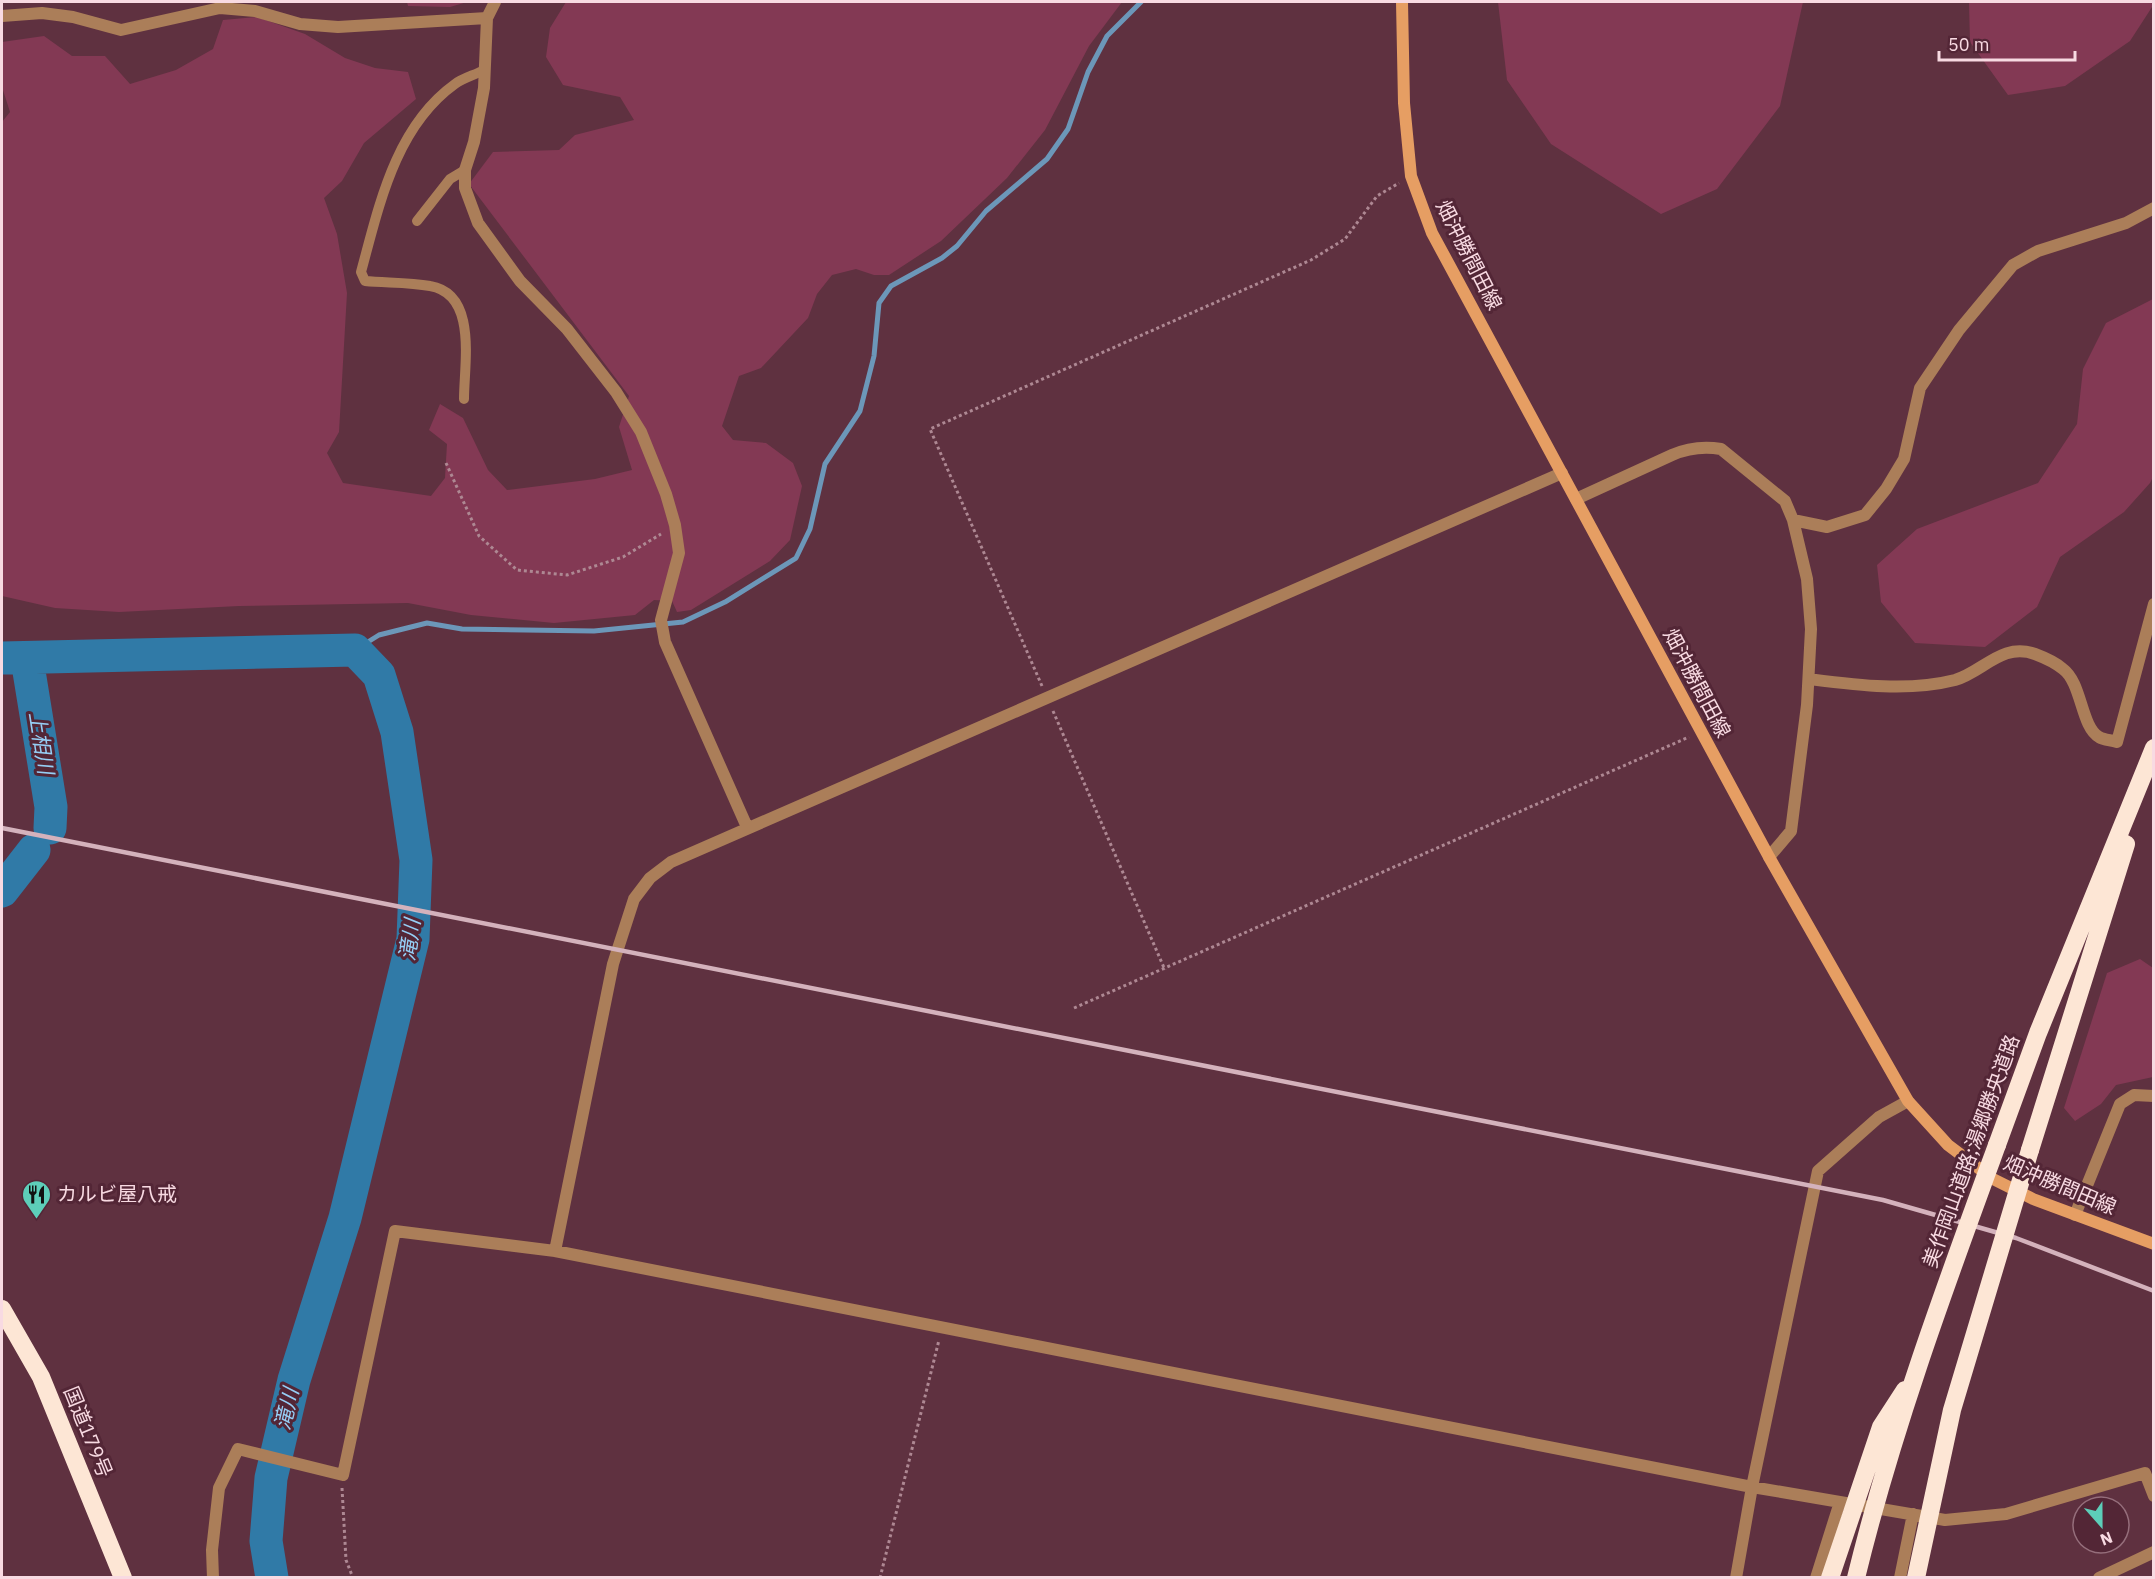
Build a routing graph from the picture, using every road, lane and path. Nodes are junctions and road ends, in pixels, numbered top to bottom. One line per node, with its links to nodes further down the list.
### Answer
1 (495, 2): 4 (street)
2 (1402, 2): 7 (main road, 畑沖勝間田線)
3 (2, 16): 4 (street)
4 (487, 18): 5 (street)
5 (484, 70): 6 (street); 10 (lane)
6 (465, 170): 9 (lane); 15 (street)
7 (1411, 176): 12 (main road, 畑沖勝間田線); 18 (path)
8 (2154, 208): 14 (street)
9 (417, 222)
10 (464, 399)
11 (446, 463): 15 (path)
12 (1562, 473): 13 (main road, 畑沖勝間田線); 18 (street)
13 (1576, 499): 14 (street); 19 (main road, 畑沖勝間田線)
14 (1793, 520): 17 (street)
15 (675, 525): 22 (street)
16 (2154, 604): 17 (street)
17 (1809, 679): 23 (street)
18 (1047, 696): 22 (street); 24 (path)
19 (1701, 730): 23 (main road, 畑沖勝間田線); 24 (path)
20 (2154, 748): 33 (highway, 美作岡山道路;湯郷勝央道路, bridge)
21 (2154, 756): 49 (highway, bridge)
22 (747, 827): 30 (street)
23 (1768, 857): 27 (main road, 畑沖勝間田線)
24 (1165, 970): 25 (path)
25 (1074, 1008)
26 (2154, 1096): 28 (street)
27 (1908, 1101): 28 (main road, 畑沖勝間田線); 35 (street)
28 (2075, 1215): 29 (main road, 畑沖勝間田線)
29 (2154, 1244)
30 (555, 1251): 32 (street); 34 (street)
31 (2, 1309): 40 (highway, 国道179号)
32 (942, 1328): 35 (street); 43 (path)
33 (1917, 1371): 46 (highway, bridge); 47 (highway, 美作岡山道路;湯郷勝央道路, bridge)
34 (338, 1473): 41 (street); 42 (path)
35 (1752, 1487): 37 (street); 44 (street)
36 (2154, 1496): 38 (street)
37 (1840, 1502): 38 (street); 45 (street)
38 (1913, 1515): 48 (street)
39 (2154, 1552): 50 (street)
40 (123, 1578)
41 (213, 1578)
42 (353, 1578)
43 (880, 1578)
44 (1736, 1578)
45 (1816, 1578)
46 (1830, 1578)
47 (1856, 1578)
48 (1900, 1578)
49 (1916, 1578)
50 (2099, 1578)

────

Check the data line by line and report how many lines contain "path" as a word or string, giving nothing besides the number.

8